FIGS. 4A–4C are graphs showing various exemplary embodiments of wear results for sinusoidal and burst modulated BCR charging obtained from print runs in an exemplary embodiment of an image forming apparatus according to this invention;

FIG. 5 is a graph showing exemplary embodiments of photoreceptor wear with respect to print volume for sinusoidal and burst modulated waveforms obtained from print runs in an exemplary embodiment of an image forming apparatus according to this invention; and

FIG. 6 is a table rating performance characteristics of an exemplary image forming apparatus according to various exemplary embodiments of this invention.

DETAILED DESCRIPTION OF EMBODIMENTS

The schematic diagram in FIG. 1 shows an exemplary embodiment of an image formation apparatus with an exemplary embodiment of a charging device. The image formation apparatus is formed as a copier, a printer, a facsimile, or a multifunction machine provided with at least two of these functions. An image carrier 1 is an exemplary embodiment of a charged body and is disposed in the housing of the main body, which is not shown. This exemplary image carrier 1 is composed of a photoreceptor with a photosensitive layer 3 laminated around the peripheral surface of a conductive base 2 on its drum. In other exemplary embodiments, the image carrier is composed of a belt-like photoreceptor that is wound around a plurality of rollers to be driven, or a drum-like or a belt-like image carrier composed of a dielectric body.

In various exemplary embodiments, at the time of forming an image, the image carrier 1 is rotated in the clockwise direction in FIG. 1, and its surface moves in the direction indicated by the arrow A. At this time, the surface of the image carrier is irradiated with the light from a discharge lamp 4. The surface is initialized and charged to a predetermined polarity by the charging device 5. The charging device 5 will be explained in detail later.

The surface of the image carrier charged by the charging device 5 is irradiated with a laser beam L that is emitted from a laser write unit 6, an exemplary embodiment of an exposing device, and is subjected to light modulation. With this irradiation, an electrostatic latent image is formed on the surface of the image carrier 1. This electrostatic latent image is then visualized as a toner image by toner charged to a predetermined polarity when passing through a developing device 7.

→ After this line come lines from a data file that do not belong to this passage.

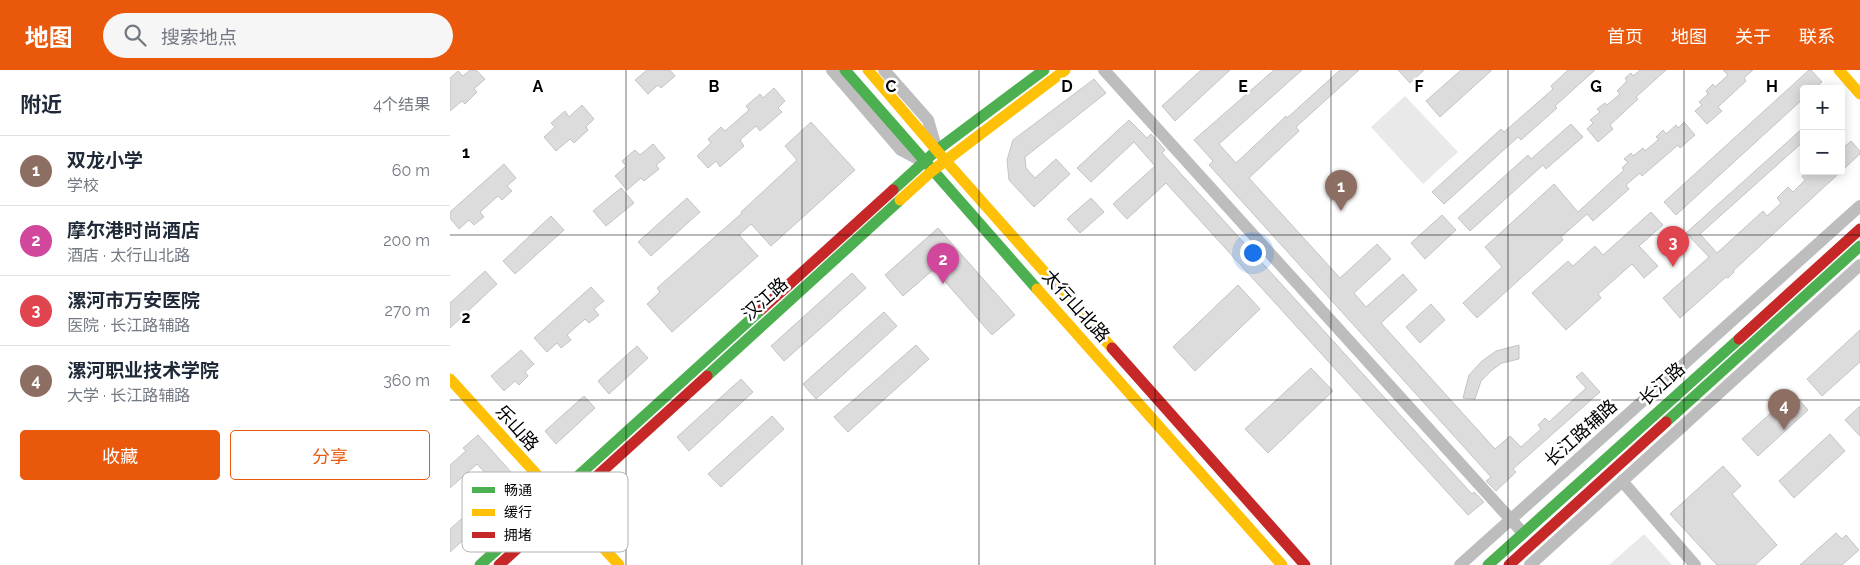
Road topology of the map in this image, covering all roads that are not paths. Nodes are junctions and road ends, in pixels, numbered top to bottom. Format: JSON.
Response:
{"nodes":[{"id":1,"x":832,"y":70,"type":"edge"},
{"id":2,"x":844,"y":70,"type":"edge"},
{"id":3,"x":868,"y":70,"type":"edge"},
{"id":4,"x":884,"y":70,"type":"edge"},
{"id":5,"x":1044,"y":70,"type":"edge"},
{"id":6,"x":1065,"y":70,"type":"edge"},
{"id":7,"x":1104,"y":70,"type":"edge"},
{"id":8,"x":1839,"y":70,"type":"edge"},
{"id":9,"x":1860,"y":94,"type":"edge"},
{"id":10,"x":941,"y":155,"type":"junction"},
{"id":11,"x":928,"y":166,"type":"junction"},
{"id":12,"x":1860,"y":206,"type":"edge"},
{"id":13,"x":1860,"y":228,"type":"edge"},
{"id":14,"x":1860,"y":246,"type":"edge"},
{"id":15,"x":1860,"y":265,"type":"edge"},
{"id":16,"x":450,"y":380,"type":"edge"},
{"id":17,"x":533,"y":472,"type":"edge"},
{"id":18,"x":584,"y":472,"type":"edge"},
{"id":19,"x":600,"y":472,"type":"edge"},
{"id":20,"x":1622,"y":482,"type":"junction"},
{"id":21,"x":1511,"y":520,"type":"junction"},
{"id":22,"x":1523,"y":533,"type":"junction"},
{"id":23,"x":495,"y":552,"type":"edge"},
{"id":24,"x":513,"y":552,"type":"edge"},
{"id":25,"x":607,"y":552,"type":"edge"},
{"id":26,"x":480,"y":565,"type":"edge"},
{"id":27,"x":499,"y":565,"type":"edge"},
{"id":28,"x":619,"y":565,"type":"edge"},
{"id":29,"x":1282,"y":565,"type":"edge"},
{"id":30,"x":1305,"y":565,"type":"edge"},
{"id":31,"x":1460,"y":565,"type":"edge"},
{"id":32,"x":1488,"y":565,"type":"edge"},
{"id":33,"x":1509,"y":565,"type":"edge"},
{"id":34,"x":1530,"y":565,"type":"edge"},
{"id":35,"x":1695,"y":565,"type":"edge"}],
"edges":[{"from":1,"to":11,"type":"street"},
{"from":2,"to":11,"type":"main road","name":"太行山北路"},
{"from":3,"to":10,"type":"main road","name":"太行山北路"},
{"from":4,"to":10,"type":"street"},
{"from":5,"to":10,"type":"main road","name":"汉江路"},
{"from":6,"to":10,"type":"main road","name":"汉江路"},
{"from":7,"to":21,"type":"street"},
{"from":8,"to":9,"type":"main road"},
{"from":10,"to":11,"type":"main road","name":"汉江路"},
{"from":10,"to":30,"type":"main road","name":"太行山北路"},
{"from":11,"to":18,"type":"main road","name":"汉江路"},
{"from":11,"to":19,"type":"main road","name":"汉江路"},
{"from":11,"to":29,"type":"main road","name":"太行山北路"},
{"from":12,"to":21,"type":"street","name":"长江路辅路"},
{"from":13,"to":22,"type":"main road","name":"长江路"},
{"from":14,"to":33,"type":"main road","name":"长江路"},
{"from":15,"to":20,"type":"street"},
{"from":16,"to":17,"type":"main road","name":"乐山路"},
{"from":20,"to":34,"type":"street"},
{"from":20,"to":35,"type":"street"},
{"from":21,"to":22,"type":"street"},
{"from":21,"to":31,"type":"street","name":"长江路辅路"},
{"from":22,"to":32,"type":"main road","name":"长江路"},
{"from":23,"to":26,"type":"main road","name":"汉江路"},
{"from":24,"to":27,"type":"main road","name":"汉江路"},
{"from":25,"to":28,"type":"main road","name":"乐山路"}]}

On the other hand, a transfer material P such as, for example, a transfer paper, is fed at a predetermined timing between the image carrier 1 and a transfer device 8 disposed opposite to the image carrier 1. At this time, the toner image formed on the image carrier 1 is electrostatically transferred onto the transfer material P. The transfer material P with the toner image transferred then passes through between a fixing roller 10 of a fixing device 9 and a pressure roller 11. During this passage, the toner image is fixed onto the transfer material P by the action of, for example, heat and pressure. The residual toner after transfer remaining on the surface of the image carrier 1 without being transferred to the transfer material P is removed by a cleaning device 12.

In various exemplary embodiments, the charging device 5 comprises a charging member 13 disposed opposite to the surface of the movable charged body, that is, the surface of the image carrier 1 in the exemplary embodiment shown, and a power source 14 that applies a voltage to the charging member 13. A voltage is applied to the charging member 13 by this power source 14 to produce electric discharge between the charging member 13 and the surface of the image carrier 1, and the surface of the image carrier 1 is charged to a predetermined polarity.

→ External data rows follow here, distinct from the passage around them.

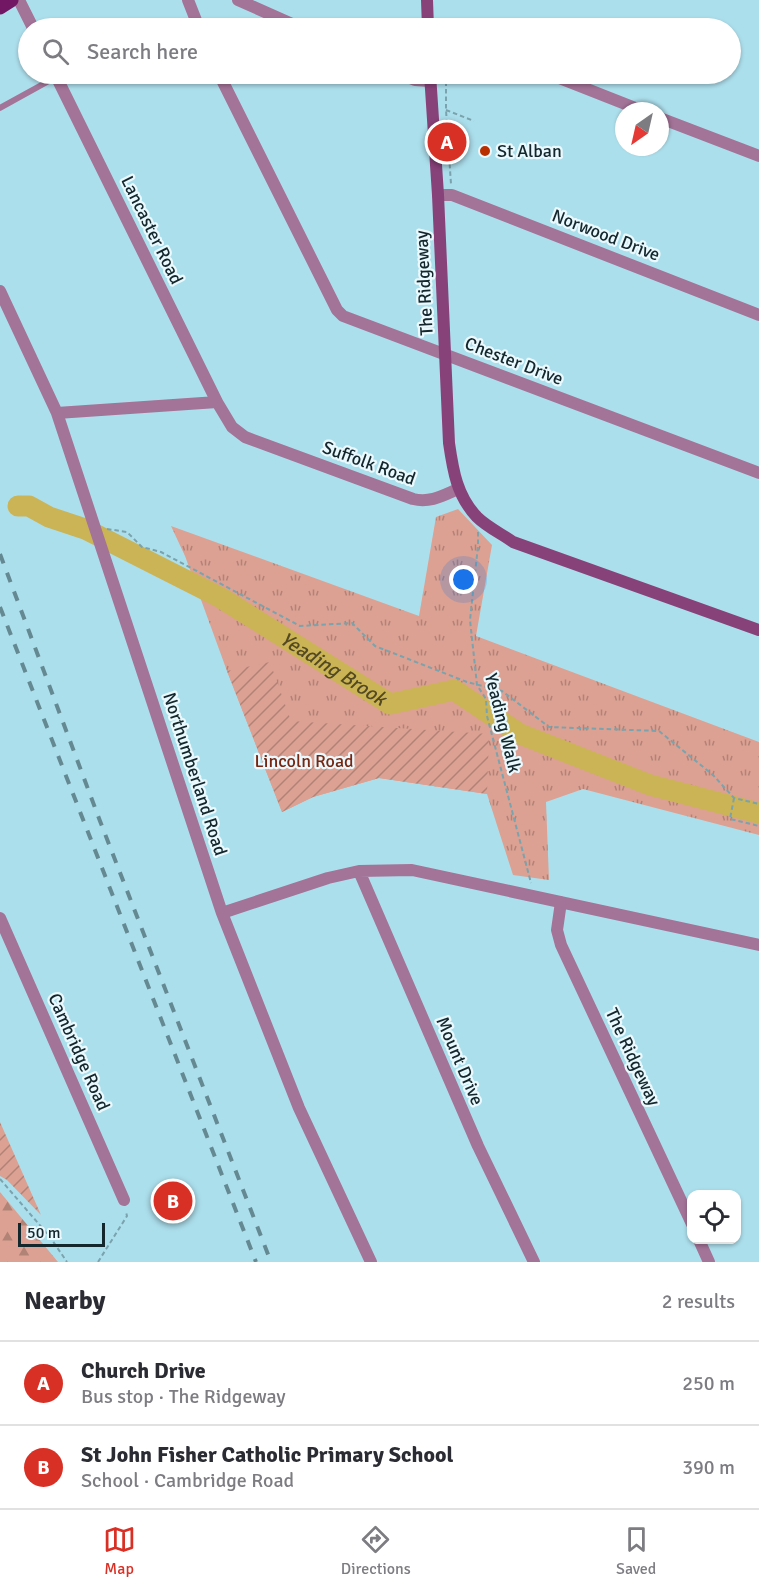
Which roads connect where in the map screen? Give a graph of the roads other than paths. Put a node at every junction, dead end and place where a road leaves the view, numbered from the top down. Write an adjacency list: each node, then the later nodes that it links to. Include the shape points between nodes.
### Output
1 (11, 0): 6 (main road)
2 (19, 0): 7 (street)
3 (188, 0): 8 (street)
4 (238, 0): 9 (street)
5 (427, 0): 10 (street)
6 (0, 7)
7 (28, 18)
8 (195, 18)
9 (278, 18)
10 (428, 18)
11 (41, 84): 17 (lane)
12 (60, 84): 24 (street, Lancaster Road)
13 (224, 84): 23 (street, Chester Drive, via 337,310 343,316)
14 (430, 84): 20 (street, The Ridgeway)
15 (574, 84): 16 (street)
16 (620, 102)
17 (0, 108)
18 (669, 121): 19 (street)
19 (759, 156)
20 (438, 195): 22 (street, Norwood Drive, via 452,195); 23 (street, The Ridgeway)
21 (0, 291): 25 (street, Northumberland Road)
22 (759, 315)
23 (445, 353): 26 (street, Chester Drive); 27 (street, The Ridgeway, via 449,443)
24 (217, 402): 25 (street); 27 (street, Suffolk Road, via 232,427 244,437 402,495 424,501)
25 (57, 413): 31 (street, Northumberland Road)
26 (759, 473)
27 (458, 489): 28 (street, via 478,518 513,542)
28 (759, 630)
29 (359, 871): 30 (street, via 412,870); 31 (street); 38 (street, Mount Drive, via 478,1146)
30 (561, 902): 33 (street); 35 (street, The Ridgeway, via 557,930 561,945)
31 (222, 912): 37 (street, Northumberland Road, via 299,1108)
32 (0, 918): 34 (street, Cambridge Road)
33 (759, 945)
34 (124, 1200)
35 (687, 1213)
36 (701, 1244): 39 (street)
37 (371, 1262)
38 (534, 1262)
39 (709, 1262)

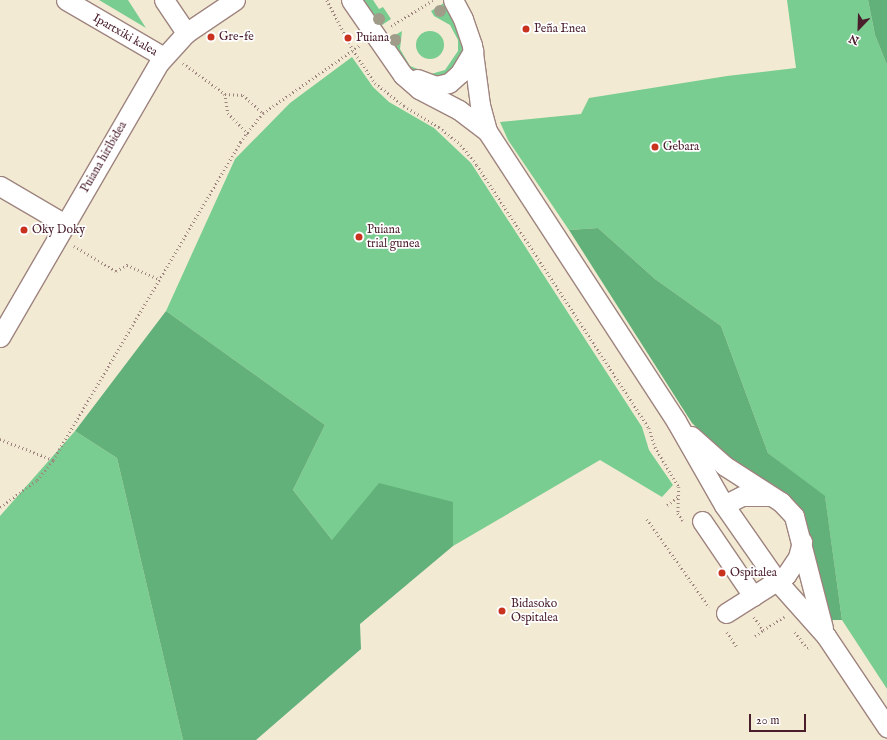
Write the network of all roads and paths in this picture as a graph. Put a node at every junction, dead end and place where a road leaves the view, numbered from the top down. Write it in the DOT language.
graph roads {
  1 [pos="66,0"];
  2 [pos="164,0"];
  3 [pos="235,0"];
  4 [pos="327,0"];
  5 [pos="351,0"];
  6 [pos="433,0"];
  7 [pos="453,0"];
  8 [pos="186,33"];
  9 [pos="374,36"];
  10 [pos="353,50"];
  11 [pos="473,51"];
  12 [pos="164,57"];
  13 [pos="395,67"];
  14 [pos="180,68"];
  15 [pos="225,94"];
  16 [pos="263,113"];
  17 [pos="487,131"];
  18 [pos="248,134"];
  19 [pos="0,186"];
  20 [pos="70,232"];
  21 [pos="159,279"];
  22 [pos="0,337"];
  23 [pos="676,421"];
  24 [pos="0,439"];
  25 [pos="54,460"];
  26 [pos="679,496"];
  27 [pos="781,502"];
  28 [pos="667,505"];
  29 [pos="724,505"];
  30 [pos="0,507"];
  31 [pos="647,519"];
  32 [pos="694,523"];
  33 [pos="802,542"];
  34 [pos="777,581"];
  35 [pos="752,605"];
  36 [pos="720,617"];
  37 [pos="787,621"];
  38 [pos="791,627"];
  39 [pos="763,630"];
  40 [pos="754,636"];
  41 [pos="819,641"];
  42 [pos="738,648"];
  43 [pos="887,727"];
  1 -- 12 [label="street, Ipartxiki kalea"];
  2 -- 8 [label="street"];
  3 -- 8 [label="street, Puiana hiribidea"];
  4 -- 10 [label="path"];
  5 -- 9 [label="street"];
  6 -- 9 [label="path"];
  7 -- 11 [label="street"];
  8 -- 12 [label="street, Puiana hiribidea"];
  9 -- 10 [label="path"];
  9 -- 13 [label="street"];
  10 -- 16 [label="path"];
  10 -- 26 [label="path"];
  11 -- 13 [label="street"];
  11 -- 17 [label="street"];
  12 -- 20 [label="street, Puiana hiribidea"];
  13 -- 17 [label="street"];
  14 -- 15 [label="path"];
  15 -- 16 [label="path"];
  15 -- 18 [label="path"];
  16 -- 18 [label="path"];
  17 -- 23 [label="street"];
  18 -- 21 [label="path"];
  19 -- 20 [label="street"];
  20 -- 21 [label="path"];
  20 -- 22 [label="street, Puiana hiribidea"];
  21 -- 25 [label="path"];
  23 -- 27 [label="street"];
  23 -- 29 [label="street"];
  24 -- 25 [label="path"];
  25 -- 30 [label="path"];
  26 -- 28 [label="path"];
  26 -- 32 [label="path"];
  27 -- 29 [label="street"];
  27 -- 33 [label="street"];
  29 -- 34 [label="street"];
  31 -- 36 [label="path"];
  32 -- 35 [label="street"];
  33 -- 34 [label="street"];
  33 -- 41 [label="street"];
  34 -- 35 [label="street"];
  34 -- 41 [label="street"];
  35 -- 36 [label="street"];
  35 -- 39 [label="path"];
  36 -- 42 [label="path"];
  37 -- 39 [label="path"];
  38 -- 41 [label="path"];
  39 -- 40 [label="path"];
  41 -- 43 [label="street"];
}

In various exemplary embodiments the charging member 13 is structured in any of various types as explained later. The exemplary charging member 13 shown in FIG. 1 is cylindrically formed, and the overall member is made of metal such as stainless steel or a conductive elastomer. When charging the charged body, the charging member 13 is, in various exemplary embodiments, positioned in a non-contact state with respect to the surface of the charged body. In other exemplary embodiments, the charging member is positioned in contact with the surface of the charged body. The exemplary charging member 13 shown in FIG. 1 is disposed opposite to the surface of the image carrier 1 spaced by a fine gap G of 10 μm to 150 μm between the two.

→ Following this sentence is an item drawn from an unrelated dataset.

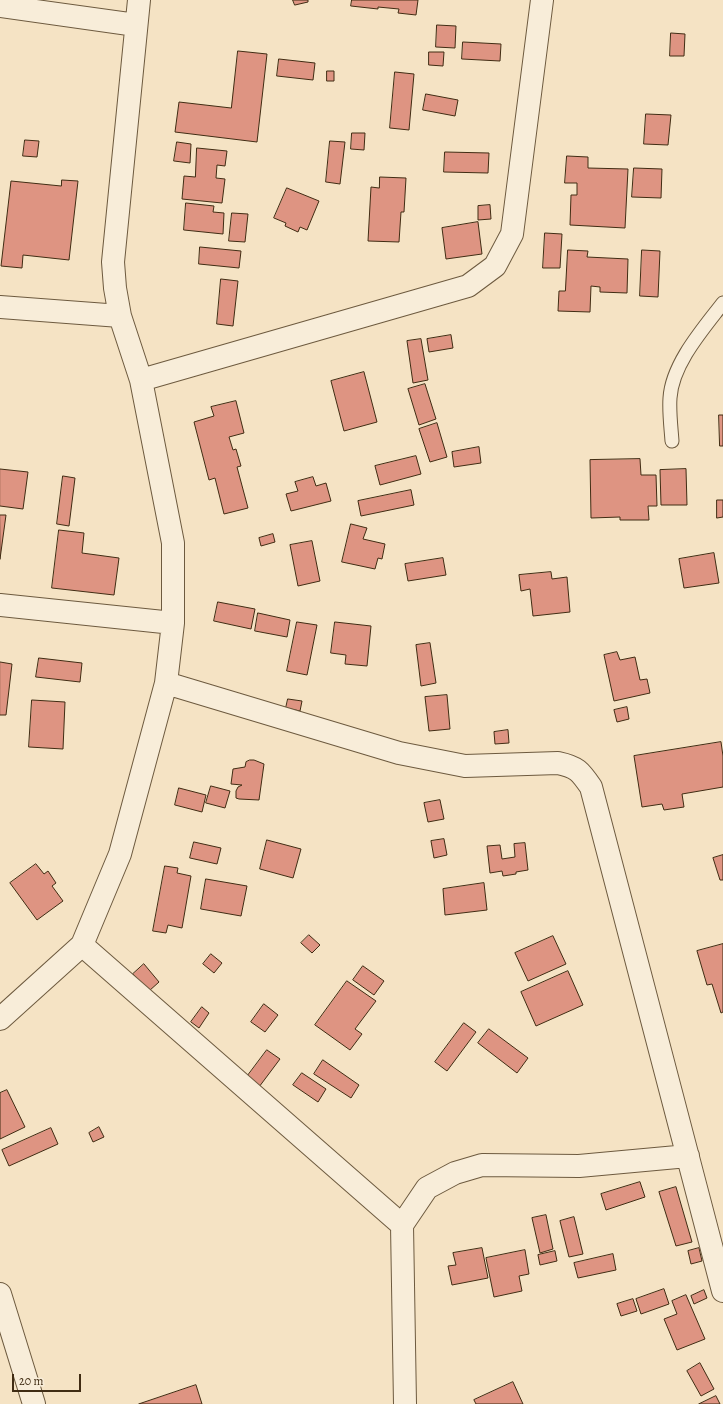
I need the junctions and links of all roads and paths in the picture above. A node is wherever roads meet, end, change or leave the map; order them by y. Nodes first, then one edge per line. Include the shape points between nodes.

In various exemplary embodiments, a voltage obtained by superposing an AC voltage on a DC voltage is applied to the charging member 13, and the surface of the image carrier 1 is charged to the same potential as the applied DC voltage. In various exemplary embodiments the superposed voltage of the DC voltage and the AC voltage is applied to the charging member 13 to produce electric discharge between the charging member 13 and the surface of the charged body, and charge is applied to the charged body. As explained above, by applying not only the DC voltage but also the AC voltage, in various exemplary embodiments the charge uniformity on the surface of the image carrier 1 is increased. However, the increase in the charge uniformity can be limited.

To solve this limitation, in the exemplary charging device 5, a frequency f (Hz) is set so as to satisfy f (Hz)≧40 (1/mm)·v (mm/sec) where the frequency of the AC voltage to be applied to the charging member 13 is f (Hz) and the movement rate of the surface of the charged body, that is, the surface of the exemplary image carrier 1, is v (mm/sec). In various exemplary embodiments, as will be explained in more detail later, by setting the frequency f (Hz) to such a value, it is possible to effectively reduce charge unevenness on the surface of the image carrier 1, further increase charge uniformity on its surface, eliminate density unevenness of the toner image, and enhance the image quality.

In the exemplary charging device 5, a peak-to-peak voltage Vpp of the AC voltage to be applied to the charging member 13 is set to a value that is twice or more the charge start voltage of the charged body. With this value, charge uniformity on the surface of the image carrier 1 is more reliably increased. As already mentioned above and also explained in detail in Japanese Patent Application Laid-Open No. 63-149669, in various exemplary embodiments the charge start voltage of the charged body is an absolute value of such a voltage at the instant when the charged body starts to be charged through application of only the DC voltage to the charging member 13 and gradually increases the absolute value of the applied voltage.

In various exemplary embodiments the charging member 13 is disposed in a non-contact state, that is, spaced by the fine gap G from the surface of the image carrier 1. When the gap G is 100 μm and the movement rate v (mm/sec) of the surface of the image carrier 1 is 200 mm/sec, the peak-to-peak voltage Vpp of the AC voltage to be applied to the charging member 13 is set to 3 KV, for example, and the frequency f (Hz) of the AC voltage is set to 8 KHz. Further, in various exemplary embodiments the DC voltage Vd(V) to be applied to the charging member 13 is set to −800 V. Based on these settings, in various exemplary embodiments the surface of the image carrier is uniformly charged to −800 V.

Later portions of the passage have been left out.